02-05-2016, 08:26 PM
(02-05-2016, 07:55 PM)Watchmen link Wrote: Excessively long briefings about made up lore - I understand if an author's artistic style involves long winded plots to make the mission seem deep with narrative and compelling, but it is often arduous to go through paragraphs and paragraphs of story that have no relevance to the mission or the gameplay. What the focus should be on is the objectives and the details necessary to form an effective strategy
That is a rather broad statement. The point is that it should be easy to extract the required information, specifically during the mission if you need the reference, but a long briefing is something you can skip if you don't want to read it. Personally, I prefer that over "attack enemy base".

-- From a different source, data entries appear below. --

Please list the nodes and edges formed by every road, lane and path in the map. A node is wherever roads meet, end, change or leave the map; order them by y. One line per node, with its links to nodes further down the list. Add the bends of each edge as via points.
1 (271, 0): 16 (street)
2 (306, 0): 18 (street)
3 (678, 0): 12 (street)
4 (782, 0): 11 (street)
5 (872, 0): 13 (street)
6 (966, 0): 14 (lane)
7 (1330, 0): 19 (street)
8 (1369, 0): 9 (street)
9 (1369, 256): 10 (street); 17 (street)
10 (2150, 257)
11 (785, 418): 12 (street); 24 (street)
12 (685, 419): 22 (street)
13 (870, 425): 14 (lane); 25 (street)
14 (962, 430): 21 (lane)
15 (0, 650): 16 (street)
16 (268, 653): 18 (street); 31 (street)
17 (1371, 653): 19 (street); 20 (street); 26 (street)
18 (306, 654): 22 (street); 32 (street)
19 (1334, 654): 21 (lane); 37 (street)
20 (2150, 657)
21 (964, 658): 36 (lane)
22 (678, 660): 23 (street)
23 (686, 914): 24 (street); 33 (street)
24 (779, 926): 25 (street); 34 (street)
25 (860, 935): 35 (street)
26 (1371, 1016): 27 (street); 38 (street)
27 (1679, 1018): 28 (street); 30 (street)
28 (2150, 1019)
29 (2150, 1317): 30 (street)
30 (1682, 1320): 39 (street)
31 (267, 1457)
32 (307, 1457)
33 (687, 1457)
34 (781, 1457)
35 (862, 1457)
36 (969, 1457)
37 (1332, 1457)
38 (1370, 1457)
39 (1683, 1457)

Quote:Using rain/fog/sunset just for the sake of using it - This is something that I find is especially prevalent on the steam workshop rather than the BI forums. Adding fog, rain and lowering the sun for no reason just makes it harder for players to see/hear and adds nothing to the mission experience. In fact it will turn off some players and give them an even more negative impression of your mission because they find weather effects annoying. This will obscure the meticulous design and details you put in your mission from being noticed
How exactly do you define "just for the sake of using it"? Every parameter of the mission is a deliberate choice. I have a number of missions that have strong fog and/or rain, and I usually choose early morning as a setting, or early evening. How that is in any way a problem is seriously beyond me. It's a mood setter, just like having the mission take place at night, or on a flawless sunny day.
Well anyway, my pet peeves are
- Infantry grunts performing special positions. Yes, in Arma most people can jump into a helicopter and take off, but I simply cringe at it when it is expected from you in a mission. If I want players to steal a chopper, I will put a pilot in and if he dies, the mission is over. I HATE it with all-caps when such a specialized role like a helicopter pilot should be filled by a grunt.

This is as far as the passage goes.